** Required action **
Please state how many lines in the records contain the string "대남대로", with no words besides the number.

** Task input **

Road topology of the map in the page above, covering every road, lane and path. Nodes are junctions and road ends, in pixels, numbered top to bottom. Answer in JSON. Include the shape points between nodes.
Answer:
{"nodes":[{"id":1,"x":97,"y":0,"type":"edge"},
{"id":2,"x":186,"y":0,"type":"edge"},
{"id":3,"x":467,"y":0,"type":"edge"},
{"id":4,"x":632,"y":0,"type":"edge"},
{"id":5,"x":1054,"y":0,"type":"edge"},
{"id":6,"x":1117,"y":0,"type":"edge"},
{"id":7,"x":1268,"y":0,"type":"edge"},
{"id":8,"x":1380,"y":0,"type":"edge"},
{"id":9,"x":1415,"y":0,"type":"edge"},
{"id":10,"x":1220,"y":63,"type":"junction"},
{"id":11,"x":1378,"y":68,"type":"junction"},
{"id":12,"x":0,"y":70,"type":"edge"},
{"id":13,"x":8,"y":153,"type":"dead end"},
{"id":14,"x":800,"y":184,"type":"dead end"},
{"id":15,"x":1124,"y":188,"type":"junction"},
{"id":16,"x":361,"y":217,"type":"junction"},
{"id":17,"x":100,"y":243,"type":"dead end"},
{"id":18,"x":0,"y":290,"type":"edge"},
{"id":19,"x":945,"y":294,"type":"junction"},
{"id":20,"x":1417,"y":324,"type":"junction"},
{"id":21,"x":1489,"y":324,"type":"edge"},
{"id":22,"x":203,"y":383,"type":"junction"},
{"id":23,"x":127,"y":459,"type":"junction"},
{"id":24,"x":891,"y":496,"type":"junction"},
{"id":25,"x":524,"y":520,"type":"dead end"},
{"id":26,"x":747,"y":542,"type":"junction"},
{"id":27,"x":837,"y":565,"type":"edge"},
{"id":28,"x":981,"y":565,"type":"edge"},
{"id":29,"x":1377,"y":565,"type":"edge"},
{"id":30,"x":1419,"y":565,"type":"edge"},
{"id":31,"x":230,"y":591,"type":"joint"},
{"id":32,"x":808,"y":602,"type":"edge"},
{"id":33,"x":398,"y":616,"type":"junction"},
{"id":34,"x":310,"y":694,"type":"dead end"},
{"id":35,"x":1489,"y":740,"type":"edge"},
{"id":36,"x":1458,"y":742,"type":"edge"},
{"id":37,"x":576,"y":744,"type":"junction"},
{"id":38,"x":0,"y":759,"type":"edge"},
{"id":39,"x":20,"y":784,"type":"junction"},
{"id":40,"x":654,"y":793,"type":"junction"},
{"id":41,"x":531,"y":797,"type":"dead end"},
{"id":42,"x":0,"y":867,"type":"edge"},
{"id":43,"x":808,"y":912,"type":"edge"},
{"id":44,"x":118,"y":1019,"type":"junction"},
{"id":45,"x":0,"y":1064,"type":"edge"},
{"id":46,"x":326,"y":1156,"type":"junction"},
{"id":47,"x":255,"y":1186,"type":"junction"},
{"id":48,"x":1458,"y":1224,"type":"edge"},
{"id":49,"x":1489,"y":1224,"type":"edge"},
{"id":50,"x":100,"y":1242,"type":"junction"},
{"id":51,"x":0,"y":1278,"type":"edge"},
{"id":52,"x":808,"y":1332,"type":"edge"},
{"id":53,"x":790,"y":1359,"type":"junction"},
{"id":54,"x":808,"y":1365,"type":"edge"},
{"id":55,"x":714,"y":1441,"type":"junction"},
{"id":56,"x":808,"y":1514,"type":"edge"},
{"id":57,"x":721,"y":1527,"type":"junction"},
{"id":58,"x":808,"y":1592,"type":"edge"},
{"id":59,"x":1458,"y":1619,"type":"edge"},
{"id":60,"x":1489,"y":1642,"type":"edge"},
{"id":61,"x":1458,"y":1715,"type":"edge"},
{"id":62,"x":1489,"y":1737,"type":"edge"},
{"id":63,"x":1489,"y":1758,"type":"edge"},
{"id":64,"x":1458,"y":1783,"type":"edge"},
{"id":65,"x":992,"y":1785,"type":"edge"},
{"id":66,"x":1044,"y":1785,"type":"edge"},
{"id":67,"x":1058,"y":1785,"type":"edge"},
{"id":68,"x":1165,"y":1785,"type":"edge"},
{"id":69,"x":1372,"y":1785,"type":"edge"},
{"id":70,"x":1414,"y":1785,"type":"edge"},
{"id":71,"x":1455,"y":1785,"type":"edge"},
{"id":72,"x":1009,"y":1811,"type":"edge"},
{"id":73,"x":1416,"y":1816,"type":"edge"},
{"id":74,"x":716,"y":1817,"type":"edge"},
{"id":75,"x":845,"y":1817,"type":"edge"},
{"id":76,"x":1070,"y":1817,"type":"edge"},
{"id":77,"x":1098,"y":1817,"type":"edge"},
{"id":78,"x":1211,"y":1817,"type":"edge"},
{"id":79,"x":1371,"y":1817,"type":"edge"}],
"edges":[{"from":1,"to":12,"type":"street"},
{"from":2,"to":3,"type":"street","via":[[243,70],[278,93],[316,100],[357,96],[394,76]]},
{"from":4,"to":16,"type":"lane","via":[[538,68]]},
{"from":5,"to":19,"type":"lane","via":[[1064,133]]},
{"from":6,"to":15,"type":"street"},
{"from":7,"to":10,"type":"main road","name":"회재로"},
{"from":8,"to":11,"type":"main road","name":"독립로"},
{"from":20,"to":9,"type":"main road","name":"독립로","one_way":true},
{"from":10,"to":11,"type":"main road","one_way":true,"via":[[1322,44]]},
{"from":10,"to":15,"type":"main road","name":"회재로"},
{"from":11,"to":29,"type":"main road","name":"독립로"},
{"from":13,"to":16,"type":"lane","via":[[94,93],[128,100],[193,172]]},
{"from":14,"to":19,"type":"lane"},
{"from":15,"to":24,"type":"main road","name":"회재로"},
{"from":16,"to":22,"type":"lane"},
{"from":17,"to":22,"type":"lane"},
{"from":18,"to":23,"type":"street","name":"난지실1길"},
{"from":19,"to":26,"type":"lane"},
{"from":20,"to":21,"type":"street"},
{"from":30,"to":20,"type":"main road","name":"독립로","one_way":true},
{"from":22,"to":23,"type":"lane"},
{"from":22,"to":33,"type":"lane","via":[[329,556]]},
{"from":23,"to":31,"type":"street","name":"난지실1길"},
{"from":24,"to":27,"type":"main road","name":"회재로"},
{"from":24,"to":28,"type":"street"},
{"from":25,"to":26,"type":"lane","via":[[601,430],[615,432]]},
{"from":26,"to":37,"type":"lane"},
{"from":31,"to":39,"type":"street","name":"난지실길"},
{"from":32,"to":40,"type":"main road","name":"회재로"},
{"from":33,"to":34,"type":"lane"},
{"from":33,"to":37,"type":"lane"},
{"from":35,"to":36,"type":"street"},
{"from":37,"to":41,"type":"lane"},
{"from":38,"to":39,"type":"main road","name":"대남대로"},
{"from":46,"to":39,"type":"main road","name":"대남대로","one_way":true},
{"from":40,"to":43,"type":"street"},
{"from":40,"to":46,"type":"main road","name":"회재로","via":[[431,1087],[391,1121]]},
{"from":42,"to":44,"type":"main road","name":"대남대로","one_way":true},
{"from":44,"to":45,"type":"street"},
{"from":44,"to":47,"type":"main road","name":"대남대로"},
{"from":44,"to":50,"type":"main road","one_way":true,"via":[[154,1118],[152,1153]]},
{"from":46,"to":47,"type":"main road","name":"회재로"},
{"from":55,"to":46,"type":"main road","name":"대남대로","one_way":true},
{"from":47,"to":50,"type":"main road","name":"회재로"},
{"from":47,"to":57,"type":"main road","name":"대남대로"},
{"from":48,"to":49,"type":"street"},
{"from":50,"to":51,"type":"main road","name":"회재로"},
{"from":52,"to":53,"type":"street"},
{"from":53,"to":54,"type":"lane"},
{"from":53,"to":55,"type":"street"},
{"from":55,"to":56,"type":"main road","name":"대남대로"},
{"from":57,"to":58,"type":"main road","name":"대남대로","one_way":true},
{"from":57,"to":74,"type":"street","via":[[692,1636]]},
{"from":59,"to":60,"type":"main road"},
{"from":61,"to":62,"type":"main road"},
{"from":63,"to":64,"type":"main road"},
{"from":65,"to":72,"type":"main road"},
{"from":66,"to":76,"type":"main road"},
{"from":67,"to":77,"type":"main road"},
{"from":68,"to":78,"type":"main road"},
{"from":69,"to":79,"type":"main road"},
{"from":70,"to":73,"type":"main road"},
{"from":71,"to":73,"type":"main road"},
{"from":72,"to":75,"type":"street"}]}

** Answer area **
8